### Given records
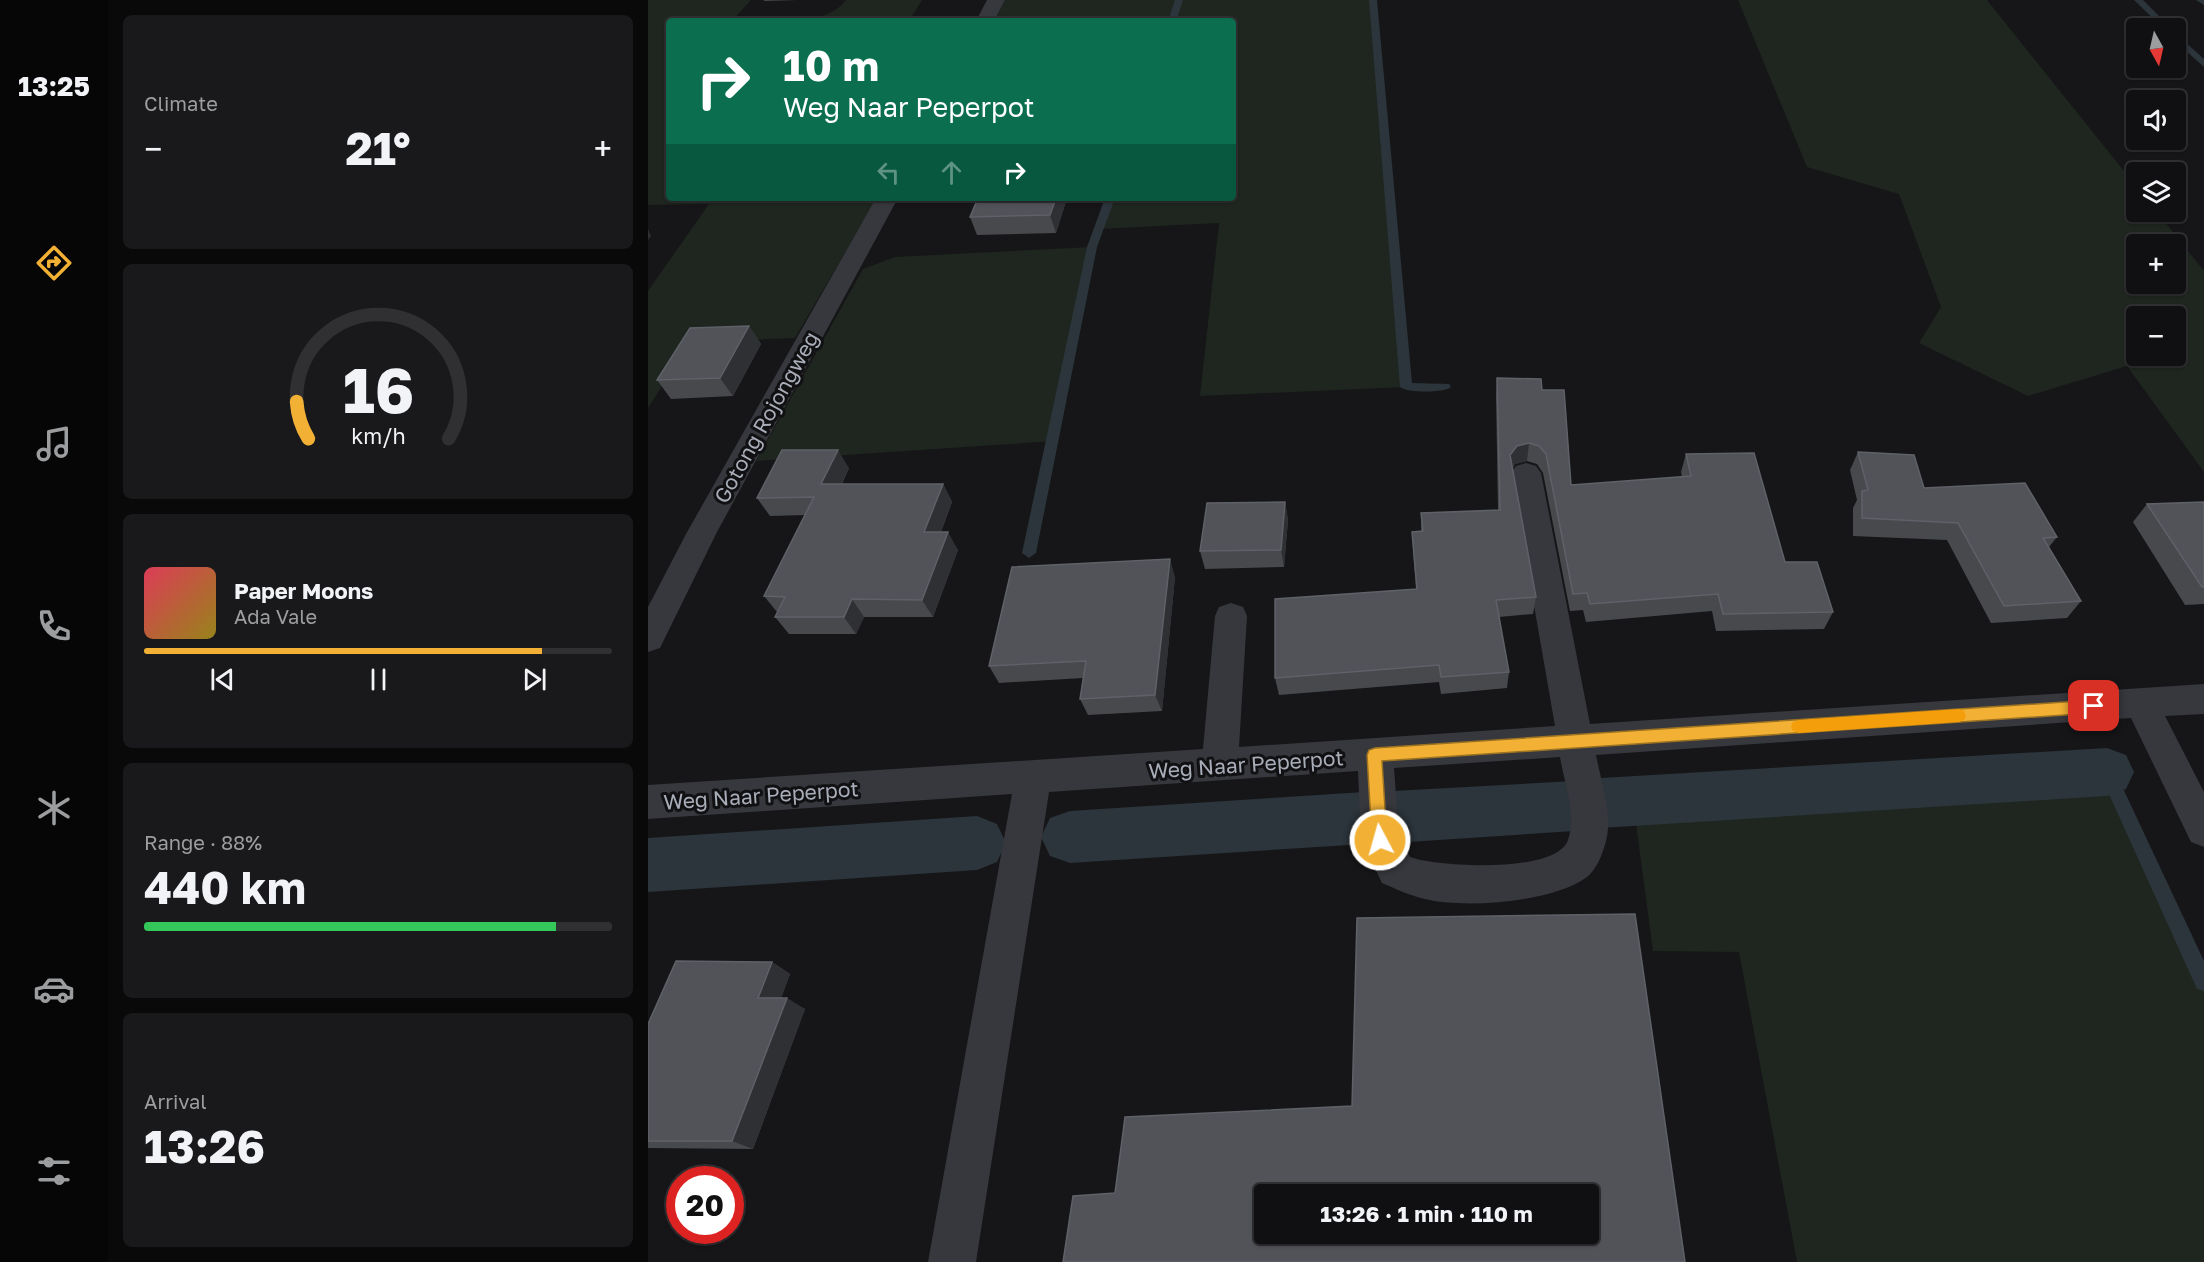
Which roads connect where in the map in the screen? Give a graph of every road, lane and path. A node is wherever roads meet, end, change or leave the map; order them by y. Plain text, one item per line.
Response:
1 (996, 0) edge
2 (987, 18) edge
3 (885, 201) edge
4 (1526, 473) dead end
5 (1231, 616) dead end
6 (648, 639) edge
7 (2204, 699) edge
8 (2141, 703) junction
9 (1575, 742) junction
10 (1375, 755) junction
11 (1220, 765) junction
12 (1033, 778) junction
13 (648, 802) edge
14 (2204, 831) edge
15 (952, 1262) edge

1 - 2 street
3 - 6 street, Gotong Rojongweg
4 - 9 street
5 - 11 street
7 - 8 street, Weg Naar Peperpot
8 - 9 street, Weg Naar Peperpot
8 - 14 street
9 - 10 street, Weg Naar Peperpot
9 - 10 street
10 - 11 street, Weg Naar Peperpot
11 - 12 street, Weg Naar Peperpot
12 - 13 street, Weg Naar Peperpot
12 - 15 street

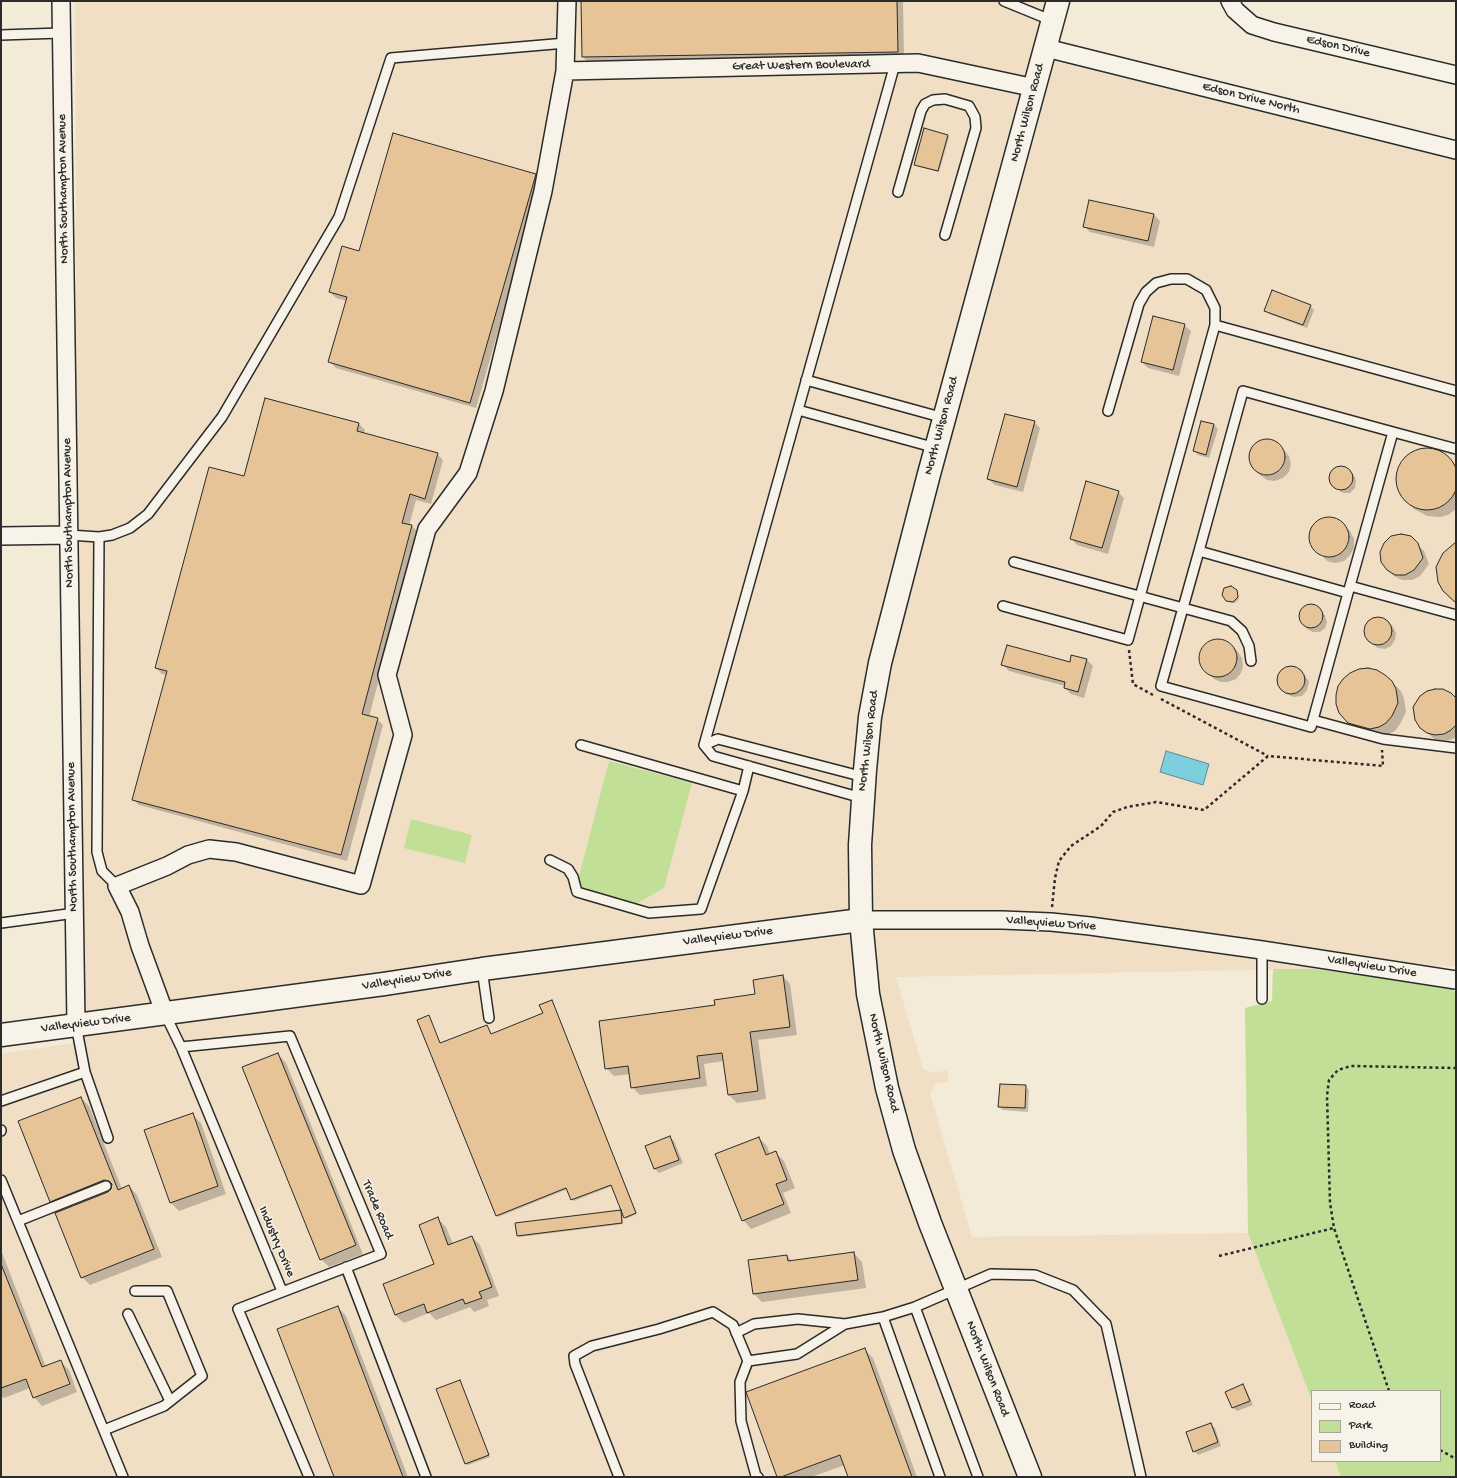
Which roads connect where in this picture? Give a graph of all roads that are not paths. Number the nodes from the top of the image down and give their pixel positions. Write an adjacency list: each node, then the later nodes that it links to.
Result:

### Task requirements
Find every line above that contains the word "where", and return each one.

### Problem solution
Which roads connect where in the map in the screen? Give a graph of every road, lane and path. A node is wherever roads meet, end, change or leave the map; order them by y. Plain text, one item per line.
Which roads connect where in this picture? Give a graph of all roads that are not paths. Number the nodes from the top of the image down and give their pixel positions. Write an adjacency list: each node, then the later nodes that it links to.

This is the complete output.